> _What needs to be done_
An exact copy of all the lines below is required, with every image left out.

((

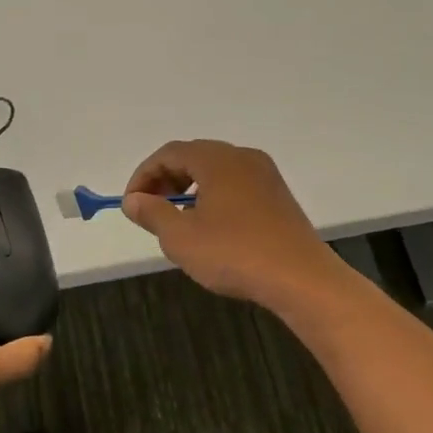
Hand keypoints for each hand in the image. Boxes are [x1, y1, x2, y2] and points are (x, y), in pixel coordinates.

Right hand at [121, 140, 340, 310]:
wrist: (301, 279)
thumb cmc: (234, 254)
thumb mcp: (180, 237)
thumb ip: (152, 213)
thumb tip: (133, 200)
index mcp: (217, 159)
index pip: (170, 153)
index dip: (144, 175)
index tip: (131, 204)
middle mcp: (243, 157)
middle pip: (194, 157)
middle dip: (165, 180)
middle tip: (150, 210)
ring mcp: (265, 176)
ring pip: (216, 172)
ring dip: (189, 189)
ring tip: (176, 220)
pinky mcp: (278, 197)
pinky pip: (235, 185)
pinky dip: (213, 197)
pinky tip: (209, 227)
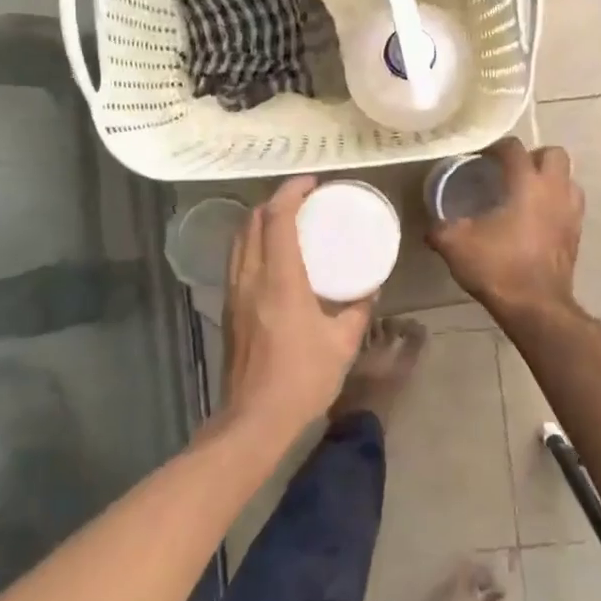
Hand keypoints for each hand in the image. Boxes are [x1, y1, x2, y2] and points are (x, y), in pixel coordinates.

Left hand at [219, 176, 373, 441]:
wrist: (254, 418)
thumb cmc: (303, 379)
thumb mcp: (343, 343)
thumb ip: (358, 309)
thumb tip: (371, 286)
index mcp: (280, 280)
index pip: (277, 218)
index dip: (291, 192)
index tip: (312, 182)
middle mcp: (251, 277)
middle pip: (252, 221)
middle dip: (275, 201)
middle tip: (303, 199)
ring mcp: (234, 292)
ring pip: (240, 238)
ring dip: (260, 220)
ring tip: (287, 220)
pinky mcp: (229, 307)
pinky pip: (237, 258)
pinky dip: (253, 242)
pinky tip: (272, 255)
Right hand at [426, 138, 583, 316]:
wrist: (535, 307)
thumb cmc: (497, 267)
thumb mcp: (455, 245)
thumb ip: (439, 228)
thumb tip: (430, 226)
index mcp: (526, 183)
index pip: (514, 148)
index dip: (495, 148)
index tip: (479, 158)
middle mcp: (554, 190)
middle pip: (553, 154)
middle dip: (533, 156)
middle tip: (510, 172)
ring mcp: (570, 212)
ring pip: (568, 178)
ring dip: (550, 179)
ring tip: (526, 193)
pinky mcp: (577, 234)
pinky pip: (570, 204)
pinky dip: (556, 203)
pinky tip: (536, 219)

))

> _Problem solution_
Hand keypoints for each hand in the image. Boxes are [x1, y1, x2, y2] and points are (x, y), in pixel coordinates.

Right hand at [121, 140, 340, 310]:
wrist: (301, 279)
thumb cmc: (234, 254)
thumb mcp: (180, 237)
thumb ip: (152, 213)
thumb tip: (133, 200)
index mcp: (217, 159)
index pip: (170, 153)
index dip: (144, 175)
index tip: (131, 204)
middle mcp: (243, 157)
middle pip: (194, 157)
middle dip: (165, 180)
middle tip: (150, 210)
ring mcp: (265, 176)
ring pip: (216, 172)
ring dip: (189, 189)
ring tip: (176, 220)
pinky mcp: (278, 197)
pinky pip: (235, 185)
pinky dip: (213, 197)
pinky tip: (209, 227)
Hand keypoints for each hand in the image. Boxes are [x1, y1, x2, y2] and points are (x, y), in pixel coordinates.

Left hand at [219, 176, 373, 441]:
wrist: (254, 418)
thumb cmc: (303, 379)
thumb mcp: (343, 343)
thumb ip: (358, 309)
thumb tip: (371, 286)
index mcp: (280, 280)
index pip: (277, 218)
index dip: (291, 192)
index tip: (312, 182)
middle mcp: (251, 277)
middle pip: (252, 221)
middle dip: (275, 201)
middle tip: (303, 199)
ring mcp: (234, 292)
ring pip: (240, 238)
ring dip: (260, 220)
ring tip: (287, 220)
pinky mcp: (229, 307)
pinky pip: (237, 258)
pinky dip: (253, 242)
pinky tip: (272, 255)
Right hand at [426, 138, 583, 316]:
wrist: (535, 307)
thumb cmc: (497, 267)
thumb mcp: (455, 245)
thumb ip: (439, 228)
thumb tip: (430, 226)
index mcp: (526, 183)
index pip: (514, 148)
index dip: (495, 148)
index tip: (479, 158)
middle mcp: (554, 190)
middle pip: (553, 154)
middle dip: (533, 156)
middle tip: (510, 172)
ring mcp: (570, 212)
ring pip: (568, 178)
ring dip: (550, 179)
ring tip: (526, 193)
pinky mcp: (577, 234)
pinky pip: (570, 204)
pinky dip: (556, 203)
pinky tip: (536, 219)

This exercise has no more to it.